- [Work required]: Write out the records below word for word, please.
####
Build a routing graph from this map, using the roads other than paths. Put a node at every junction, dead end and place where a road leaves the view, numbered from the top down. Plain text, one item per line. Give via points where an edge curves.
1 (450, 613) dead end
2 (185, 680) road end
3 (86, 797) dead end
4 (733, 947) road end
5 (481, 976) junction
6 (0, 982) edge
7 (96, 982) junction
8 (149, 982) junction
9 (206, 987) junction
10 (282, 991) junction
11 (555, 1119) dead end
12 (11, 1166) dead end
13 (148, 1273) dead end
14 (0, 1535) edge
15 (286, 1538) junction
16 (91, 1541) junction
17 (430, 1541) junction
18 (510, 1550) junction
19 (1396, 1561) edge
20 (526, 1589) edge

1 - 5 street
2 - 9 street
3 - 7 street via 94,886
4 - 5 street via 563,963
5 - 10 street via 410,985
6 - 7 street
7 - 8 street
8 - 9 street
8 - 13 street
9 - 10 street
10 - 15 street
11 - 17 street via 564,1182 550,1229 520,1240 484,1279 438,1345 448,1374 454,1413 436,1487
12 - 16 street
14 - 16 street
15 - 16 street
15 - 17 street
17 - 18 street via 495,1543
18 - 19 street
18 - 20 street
####
- [Expected answer]:
Build a routing graph from this map, using the roads other than paths. Put a node at every junction, dead end and place where a road leaves the view, numbered from the top down. Plain text, one item per line. Give via points where an edge curves.
1 (450, 613) dead end
2 (185, 680) road end
3 (86, 797) dead end
4 (733, 947) road end
5 (481, 976) junction
6 (0, 982) edge
7 (96, 982) junction
8 (149, 982) junction
9 (206, 987) junction
10 (282, 991) junction
11 (555, 1119) dead end
12 (11, 1166) dead end
13 (148, 1273) dead end
14 (0, 1535) edge
15 (286, 1538) junction
16 (91, 1541) junction
17 (430, 1541) junction
18 (510, 1550) junction
19 (1396, 1561) edge
20 (526, 1589) edge

1 - 5 street
2 - 9 street
3 - 7 street via 94,886
4 - 5 street via 563,963
5 - 10 street via 410,985
6 - 7 street
7 - 8 street
8 - 9 street
8 - 13 street
9 - 10 street
10 - 15 street
11 - 17 street via 564,1182 550,1229 520,1240 484,1279 438,1345 448,1374 454,1413 436,1487
12 - 16 street
14 - 16 street
15 - 16 street
15 - 17 street
17 - 18 street via 495,1543
18 - 19 street
18 - 20 street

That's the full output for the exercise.